More than 4,000 children in England with approved education, health and care plans still receive no provision. There was an increase from 1,710 in 2016 to 4,050 in 2017, which was five times the number in 2010. The impact on children with autism was laid bare by the recent inquiry by the all-party group. More than four in 10 families have been turned away when asking for the extra help that their child needs, and 70% of parents said that their child waited more than six months for support at school, with 50% waiting more than a year. I could go on with yet more shocking statistics, but I think the reality is evident. Does the Minister have any response to the all-party group’s recommendations?
If we let down children with autism in education, the impact is felt when they become adults seeking employment, as we have heard from a number of Members this afternoon. In 2015, the Government pledged to halve the disability employment gap, but they watered that down in their 2017 manifesto. Analysis from the TUC found that the Government were years behind schedule on their 2015 manifesto commitment to halve the disability employment gap, and at current rates of progress that would take until 2030 to achieve.
There is an urgent need for improved in-work support for people with disabilities. The Government must act to strengthen and enforce workplace rights, and to improve support for employers to help their employees to stay in work. That would be good for everyone, because a 10% rise in the rate of disability employment would represent a £12 billion gain to the Exchequer.
The autism employment gap is even wider than the disability employment gap. Over the past 10 years, there has been no real change in the numbers of autistic people in full-time work, with the percentage rising from 15% to just 16%. The National Autistic Society found that less than a third of autistic adults were in some kind of paid work, even though more than three quarters wanted to work. There are concerns that this is not even monitored, so perhaps the Minister will address that point.

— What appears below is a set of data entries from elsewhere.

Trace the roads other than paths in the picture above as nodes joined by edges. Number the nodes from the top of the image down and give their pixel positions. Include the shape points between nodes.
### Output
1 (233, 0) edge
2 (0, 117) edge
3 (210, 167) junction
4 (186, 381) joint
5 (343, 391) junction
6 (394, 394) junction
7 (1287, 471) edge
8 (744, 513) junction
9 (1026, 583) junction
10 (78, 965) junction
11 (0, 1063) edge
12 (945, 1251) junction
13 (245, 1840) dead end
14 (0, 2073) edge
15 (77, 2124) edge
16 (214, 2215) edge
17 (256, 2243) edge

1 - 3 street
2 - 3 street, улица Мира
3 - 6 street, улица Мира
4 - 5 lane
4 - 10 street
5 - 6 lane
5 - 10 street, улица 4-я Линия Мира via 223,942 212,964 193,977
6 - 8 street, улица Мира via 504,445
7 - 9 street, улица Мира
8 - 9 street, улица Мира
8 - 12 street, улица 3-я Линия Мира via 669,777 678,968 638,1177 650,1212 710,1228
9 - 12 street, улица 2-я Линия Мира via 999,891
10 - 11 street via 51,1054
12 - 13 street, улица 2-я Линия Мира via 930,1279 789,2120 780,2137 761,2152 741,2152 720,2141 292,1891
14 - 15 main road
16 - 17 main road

The NAS has also called for an autism employment pathway, an awareness programme for employers and targets for getting people with autism into work. I hope that the Minister can tell us how the Government intend to respond.
Finally, there is the simple question of awareness, which we have touched on a number of times this afternoon, with contributions from my hon. Friends the Members for Bristol West (Thangam Debbonaire), for Cardiff West (Kevin Brennan) and for Coventry South (Mr Cunningham), my right hon. Friend the Member for Knowsley (Mr Howarth), the hon. Members for Luton North (Kelvin Hopkins), for Berwick-upon-Tweed (Mrs Trevelyan) and for Cleethorpes (Martin Vickers), and my hon. Friend and neighbour the Member for Huddersfield (Mr Sheerman). The research shows that only a small minority of people with autism feel that the condition is widely understood. The work of the charities and other organisations in this area is commendable, and hon. Members who have spoken today have done their bit to raise awareness. Will the Minister tell us how the Government will do the same?
The testimonies that we have heard from Members this afternoon starkly show just how crucial it is that more is done on the issue. The power to make meaningful change is in the Government’s hands. I hope that they have listened and will act accordingly.